Without including any pictures, copy each entry below exactly.

(Records from a data source)
┄┄┄┄┄┄┄┄┄┄┄┄┄┄┄┄┄┄┄┄

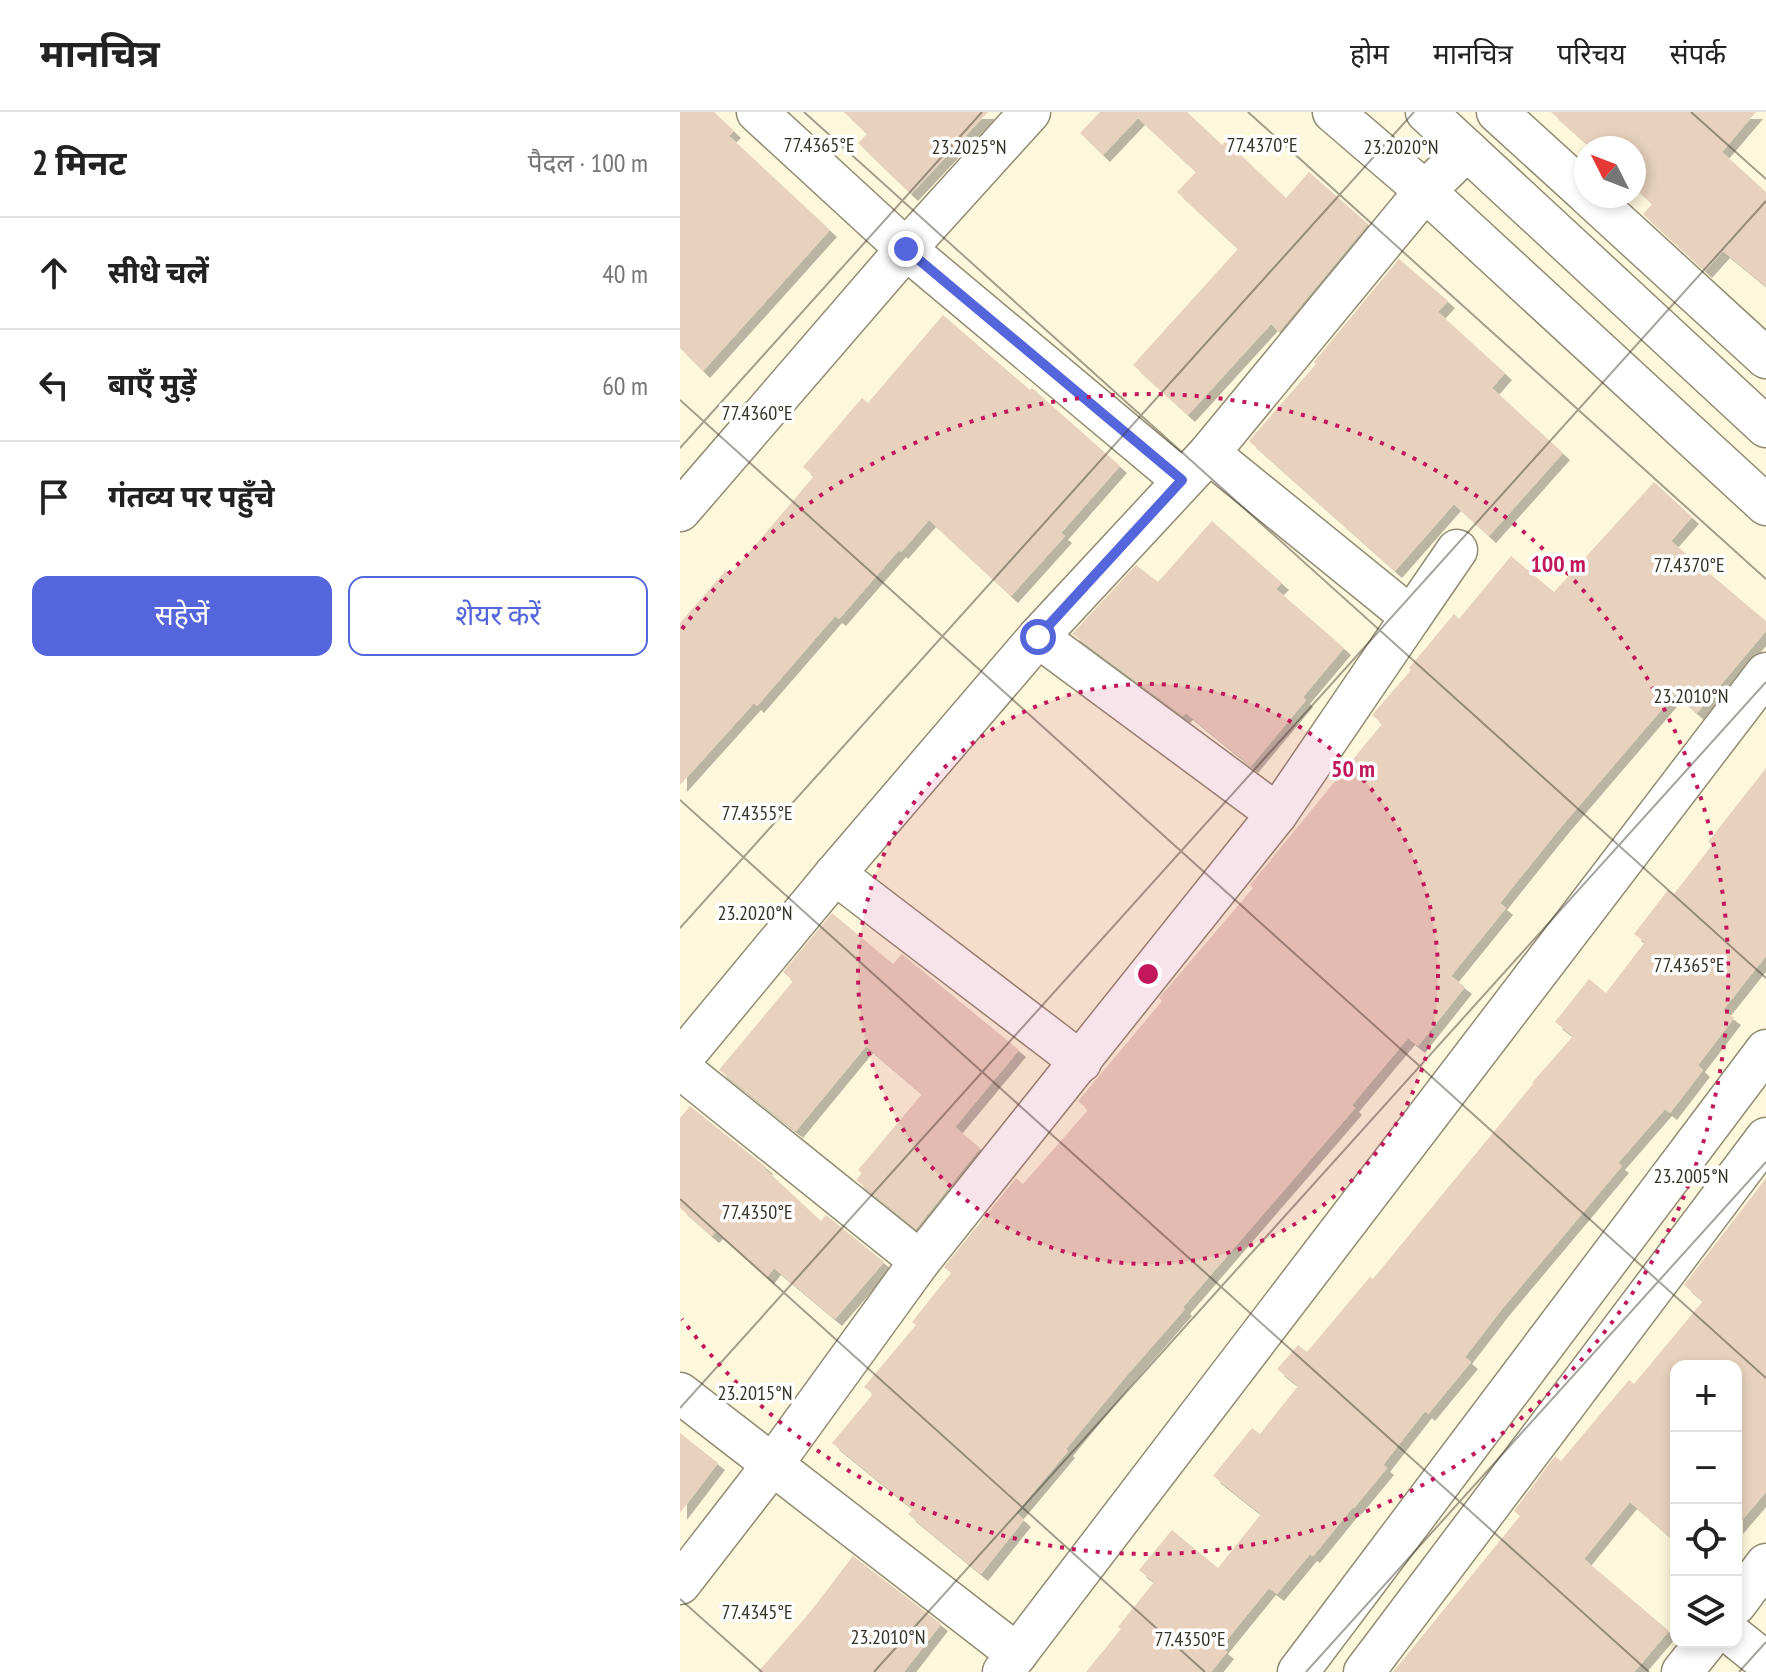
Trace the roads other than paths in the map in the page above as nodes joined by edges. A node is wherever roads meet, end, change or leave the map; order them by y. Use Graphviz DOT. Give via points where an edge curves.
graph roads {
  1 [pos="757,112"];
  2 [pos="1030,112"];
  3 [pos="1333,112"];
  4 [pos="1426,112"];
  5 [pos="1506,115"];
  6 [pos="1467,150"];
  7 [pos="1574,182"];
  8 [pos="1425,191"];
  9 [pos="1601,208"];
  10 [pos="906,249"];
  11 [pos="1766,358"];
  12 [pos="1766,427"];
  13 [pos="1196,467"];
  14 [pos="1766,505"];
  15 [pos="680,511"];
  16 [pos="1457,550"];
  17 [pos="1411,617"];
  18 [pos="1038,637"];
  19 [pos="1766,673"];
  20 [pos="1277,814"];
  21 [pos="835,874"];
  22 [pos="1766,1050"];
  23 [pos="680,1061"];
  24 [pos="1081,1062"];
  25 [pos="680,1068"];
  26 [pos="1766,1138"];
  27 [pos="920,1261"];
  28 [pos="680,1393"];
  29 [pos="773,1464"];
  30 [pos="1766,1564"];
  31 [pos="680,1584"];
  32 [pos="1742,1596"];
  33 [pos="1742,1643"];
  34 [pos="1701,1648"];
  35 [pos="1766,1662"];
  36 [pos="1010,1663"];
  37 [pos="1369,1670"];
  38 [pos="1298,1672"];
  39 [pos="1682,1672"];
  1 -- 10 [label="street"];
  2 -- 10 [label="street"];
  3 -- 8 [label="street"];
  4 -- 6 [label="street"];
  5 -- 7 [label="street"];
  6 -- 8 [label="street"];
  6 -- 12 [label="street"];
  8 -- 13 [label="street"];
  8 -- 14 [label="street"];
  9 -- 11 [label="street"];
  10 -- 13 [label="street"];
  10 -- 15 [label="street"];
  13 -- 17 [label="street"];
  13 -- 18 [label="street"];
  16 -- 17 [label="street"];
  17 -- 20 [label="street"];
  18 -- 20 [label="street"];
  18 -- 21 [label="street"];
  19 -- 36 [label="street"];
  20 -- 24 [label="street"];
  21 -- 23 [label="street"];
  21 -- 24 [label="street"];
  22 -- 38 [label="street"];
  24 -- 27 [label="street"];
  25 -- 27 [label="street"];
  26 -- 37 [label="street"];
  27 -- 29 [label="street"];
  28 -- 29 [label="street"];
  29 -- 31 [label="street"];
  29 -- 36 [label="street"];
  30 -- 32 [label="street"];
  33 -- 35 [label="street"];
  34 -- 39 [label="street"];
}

┄┄┄┄┄┄┄┄┄┄┄┄┄┄┄┄┄┄┄┄

Answer to the exercise >>
Trace the roads other than paths in the map in the page above as nodes joined by edges. A node is wherever roads meet, end, change or leave the map; order them by y. Use Graphviz DOT. Give via points where an edge curves.
graph roads {
  1 [pos="757,112"];
  2 [pos="1030,112"];
  3 [pos="1333,112"];
  4 [pos="1426,112"];
  5 [pos="1506,115"];
  6 [pos="1467,150"];
  7 [pos="1574,182"];
  8 [pos="1425,191"];
  9 [pos="1601,208"];
  10 [pos="906,249"];
  11 [pos="1766,358"];
  12 [pos="1766,427"];
  13 [pos="1196,467"];
  14 [pos="1766,505"];
  15 [pos="680,511"];
  16 [pos="1457,550"];
  17 [pos="1411,617"];
  18 [pos="1038,637"];
  19 [pos="1766,673"];
  20 [pos="1277,814"];
  21 [pos="835,874"];
  22 [pos="1766,1050"];
  23 [pos="680,1061"];
  24 [pos="1081,1062"];
  25 [pos="680,1068"];
  26 [pos="1766,1138"];
  27 [pos="920,1261"];
  28 [pos="680,1393"];
  29 [pos="773,1464"];
  30 [pos="1766,1564"];
  31 [pos="680,1584"];
  32 [pos="1742,1596"];
  33 [pos="1742,1643"];
  34 [pos="1701,1648"];
  35 [pos="1766,1662"];
  36 [pos="1010,1663"];
  37 [pos="1369,1670"];
  38 [pos="1298,1672"];
  39 [pos="1682,1672"];
  1 -- 10 [label="street"];
  2 -- 10 [label="street"];
  3 -- 8 [label="street"];
  4 -- 6 [label="street"];
  5 -- 7 [label="street"];
  6 -- 8 [label="street"];
  6 -- 12 [label="street"];
  8 -- 13 [label="street"];
  8 -- 14 [label="street"];
  9 -- 11 [label="street"];
  10 -- 13 [label="street"];
  10 -- 15 [label="street"];
  13 -- 17 [label="street"];
  13 -- 18 [label="street"];
  16 -- 17 [label="street"];
  17 -- 20 [label="street"];
  18 -- 20 [label="street"];
  18 -- 21 [label="street"];
  19 -- 36 [label="street"];
  20 -- 24 [label="street"];
  21 -- 23 [label="street"];
  21 -- 24 [label="street"];
  22 -- 38 [label="street"];
  24 -- 27 [label="street"];
  25 -- 27 [label="street"];
  26 -- 37 [label="street"];
  27 -- 29 [label="street"];
  28 -- 29 [label="street"];
  29 -- 31 [label="street"];
  29 -- 36 [label="street"];
  30 -- 32 [label="street"];
  33 -- 35 [label="street"];
  34 -- 39 [label="street"];
}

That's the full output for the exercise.